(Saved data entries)
- Opening Delimiter -
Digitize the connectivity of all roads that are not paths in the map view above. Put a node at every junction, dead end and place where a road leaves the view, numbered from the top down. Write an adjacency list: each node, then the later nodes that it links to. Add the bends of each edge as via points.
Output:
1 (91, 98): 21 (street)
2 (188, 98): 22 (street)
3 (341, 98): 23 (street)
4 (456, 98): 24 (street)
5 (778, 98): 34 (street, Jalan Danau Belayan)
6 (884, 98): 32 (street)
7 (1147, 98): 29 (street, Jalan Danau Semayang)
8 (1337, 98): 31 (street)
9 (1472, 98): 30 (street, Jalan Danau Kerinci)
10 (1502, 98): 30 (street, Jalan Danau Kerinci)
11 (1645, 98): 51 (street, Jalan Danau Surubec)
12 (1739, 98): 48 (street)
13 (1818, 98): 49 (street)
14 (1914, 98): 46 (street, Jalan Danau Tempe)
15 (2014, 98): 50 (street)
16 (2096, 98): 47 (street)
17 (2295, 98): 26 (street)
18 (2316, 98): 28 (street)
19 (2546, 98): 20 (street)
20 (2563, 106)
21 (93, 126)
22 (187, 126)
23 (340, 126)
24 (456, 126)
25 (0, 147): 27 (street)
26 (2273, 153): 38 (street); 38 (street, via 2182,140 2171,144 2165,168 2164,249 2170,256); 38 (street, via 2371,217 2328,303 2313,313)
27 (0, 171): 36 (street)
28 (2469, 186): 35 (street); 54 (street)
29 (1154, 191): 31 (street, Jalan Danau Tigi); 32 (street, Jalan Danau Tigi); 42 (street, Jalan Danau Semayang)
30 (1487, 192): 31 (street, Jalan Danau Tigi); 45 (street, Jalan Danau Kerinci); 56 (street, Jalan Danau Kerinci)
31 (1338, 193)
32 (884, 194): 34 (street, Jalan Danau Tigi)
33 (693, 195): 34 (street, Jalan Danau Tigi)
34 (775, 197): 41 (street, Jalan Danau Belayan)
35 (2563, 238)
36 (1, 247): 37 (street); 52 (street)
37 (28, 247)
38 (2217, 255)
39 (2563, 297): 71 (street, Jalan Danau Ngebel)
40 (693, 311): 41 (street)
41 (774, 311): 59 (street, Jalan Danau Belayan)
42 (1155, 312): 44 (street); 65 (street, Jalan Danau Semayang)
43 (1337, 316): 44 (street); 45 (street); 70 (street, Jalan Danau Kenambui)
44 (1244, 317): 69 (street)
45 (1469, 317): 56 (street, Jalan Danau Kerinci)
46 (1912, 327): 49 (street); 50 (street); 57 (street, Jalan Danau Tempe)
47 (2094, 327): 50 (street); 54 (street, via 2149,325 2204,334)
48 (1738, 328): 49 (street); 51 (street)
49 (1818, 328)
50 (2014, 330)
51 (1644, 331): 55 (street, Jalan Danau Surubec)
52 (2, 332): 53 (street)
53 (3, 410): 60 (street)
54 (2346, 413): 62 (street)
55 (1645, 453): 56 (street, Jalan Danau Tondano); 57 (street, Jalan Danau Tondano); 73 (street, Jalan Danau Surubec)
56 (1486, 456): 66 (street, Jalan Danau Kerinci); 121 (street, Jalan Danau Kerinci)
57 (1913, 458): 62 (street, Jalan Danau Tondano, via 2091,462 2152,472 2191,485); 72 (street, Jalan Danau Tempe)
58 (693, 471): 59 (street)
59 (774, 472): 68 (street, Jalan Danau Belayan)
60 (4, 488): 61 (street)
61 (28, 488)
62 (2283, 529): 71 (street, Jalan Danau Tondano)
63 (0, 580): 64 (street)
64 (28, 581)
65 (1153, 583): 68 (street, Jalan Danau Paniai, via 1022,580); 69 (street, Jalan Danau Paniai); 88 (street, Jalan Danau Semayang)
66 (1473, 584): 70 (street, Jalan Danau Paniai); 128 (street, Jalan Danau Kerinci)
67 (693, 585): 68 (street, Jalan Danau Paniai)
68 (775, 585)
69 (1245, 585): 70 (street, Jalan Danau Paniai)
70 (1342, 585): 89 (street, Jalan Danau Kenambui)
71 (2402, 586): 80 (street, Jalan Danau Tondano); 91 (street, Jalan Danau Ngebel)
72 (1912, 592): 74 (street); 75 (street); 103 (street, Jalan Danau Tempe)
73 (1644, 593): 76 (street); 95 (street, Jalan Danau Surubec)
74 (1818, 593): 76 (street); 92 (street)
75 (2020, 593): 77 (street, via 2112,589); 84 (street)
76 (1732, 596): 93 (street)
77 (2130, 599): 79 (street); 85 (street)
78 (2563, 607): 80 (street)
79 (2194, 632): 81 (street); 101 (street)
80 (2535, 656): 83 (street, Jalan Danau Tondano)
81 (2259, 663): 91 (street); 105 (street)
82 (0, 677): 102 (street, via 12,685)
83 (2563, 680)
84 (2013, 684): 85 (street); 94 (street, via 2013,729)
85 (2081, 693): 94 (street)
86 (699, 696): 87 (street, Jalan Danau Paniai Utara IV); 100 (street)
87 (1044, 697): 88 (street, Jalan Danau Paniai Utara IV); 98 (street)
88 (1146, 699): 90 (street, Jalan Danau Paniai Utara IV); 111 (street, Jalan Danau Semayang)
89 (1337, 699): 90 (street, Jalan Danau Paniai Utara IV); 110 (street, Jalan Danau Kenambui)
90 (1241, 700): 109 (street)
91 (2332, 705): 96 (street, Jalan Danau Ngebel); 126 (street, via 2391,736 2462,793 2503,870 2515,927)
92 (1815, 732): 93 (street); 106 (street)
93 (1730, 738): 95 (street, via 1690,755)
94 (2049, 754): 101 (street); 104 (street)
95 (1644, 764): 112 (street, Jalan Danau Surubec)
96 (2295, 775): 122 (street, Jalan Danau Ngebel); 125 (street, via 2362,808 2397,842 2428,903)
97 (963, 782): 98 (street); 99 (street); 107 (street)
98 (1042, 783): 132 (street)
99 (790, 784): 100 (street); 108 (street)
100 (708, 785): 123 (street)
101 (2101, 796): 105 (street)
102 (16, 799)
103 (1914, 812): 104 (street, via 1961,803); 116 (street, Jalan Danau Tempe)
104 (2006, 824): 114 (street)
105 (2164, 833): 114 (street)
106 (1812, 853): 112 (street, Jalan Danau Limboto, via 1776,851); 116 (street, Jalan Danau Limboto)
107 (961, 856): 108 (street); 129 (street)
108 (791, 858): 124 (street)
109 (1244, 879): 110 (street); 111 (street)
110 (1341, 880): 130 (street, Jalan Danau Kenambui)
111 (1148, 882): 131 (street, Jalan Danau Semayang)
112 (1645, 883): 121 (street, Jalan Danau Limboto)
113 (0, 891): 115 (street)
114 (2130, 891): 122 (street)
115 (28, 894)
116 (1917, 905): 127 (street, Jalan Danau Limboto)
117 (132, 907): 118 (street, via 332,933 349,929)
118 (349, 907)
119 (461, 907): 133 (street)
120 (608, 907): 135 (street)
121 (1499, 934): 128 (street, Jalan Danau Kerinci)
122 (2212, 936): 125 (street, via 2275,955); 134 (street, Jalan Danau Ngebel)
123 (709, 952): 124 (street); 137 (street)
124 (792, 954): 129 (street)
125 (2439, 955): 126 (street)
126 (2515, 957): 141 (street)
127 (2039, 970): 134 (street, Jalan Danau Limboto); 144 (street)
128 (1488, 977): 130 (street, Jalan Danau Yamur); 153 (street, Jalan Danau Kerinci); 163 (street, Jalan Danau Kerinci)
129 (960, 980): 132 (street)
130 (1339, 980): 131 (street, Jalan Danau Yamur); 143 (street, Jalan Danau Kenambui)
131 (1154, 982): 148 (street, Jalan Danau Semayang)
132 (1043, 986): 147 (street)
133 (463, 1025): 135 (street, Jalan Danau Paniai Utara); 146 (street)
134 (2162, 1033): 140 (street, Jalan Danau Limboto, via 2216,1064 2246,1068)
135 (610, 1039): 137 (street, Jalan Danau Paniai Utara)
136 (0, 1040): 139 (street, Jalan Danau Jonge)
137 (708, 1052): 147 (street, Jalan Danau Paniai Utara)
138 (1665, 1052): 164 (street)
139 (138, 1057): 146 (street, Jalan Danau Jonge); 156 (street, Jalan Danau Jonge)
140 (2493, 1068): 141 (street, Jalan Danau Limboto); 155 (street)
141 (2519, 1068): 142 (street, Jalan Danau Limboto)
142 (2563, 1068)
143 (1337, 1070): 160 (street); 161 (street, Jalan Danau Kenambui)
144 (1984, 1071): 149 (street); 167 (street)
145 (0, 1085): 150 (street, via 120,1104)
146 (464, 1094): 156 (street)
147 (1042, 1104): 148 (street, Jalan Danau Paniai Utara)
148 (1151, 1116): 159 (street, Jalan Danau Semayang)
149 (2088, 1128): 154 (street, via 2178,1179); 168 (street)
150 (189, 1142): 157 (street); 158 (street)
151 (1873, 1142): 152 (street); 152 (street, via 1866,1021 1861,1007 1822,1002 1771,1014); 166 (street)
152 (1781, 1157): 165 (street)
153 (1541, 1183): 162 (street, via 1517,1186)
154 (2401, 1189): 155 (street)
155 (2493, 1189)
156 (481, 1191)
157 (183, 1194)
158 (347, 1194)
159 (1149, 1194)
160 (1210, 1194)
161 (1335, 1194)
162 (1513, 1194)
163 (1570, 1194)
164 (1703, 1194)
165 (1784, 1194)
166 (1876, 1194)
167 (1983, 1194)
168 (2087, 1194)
- Closing Delimiter -
Problem requirements >> Among the records above, which lines hold the word "Belayan"? Copy each one.

Written solution >>
5 (778, 98): 34 (street, Jalan Danau Belayan)
34 (775, 197): 41 (street, Jalan Danau Belayan)
41 (774, 311): 59 (street, Jalan Danau Belayan)
59 (774, 472): 68 (street, Jalan Danau Belayan)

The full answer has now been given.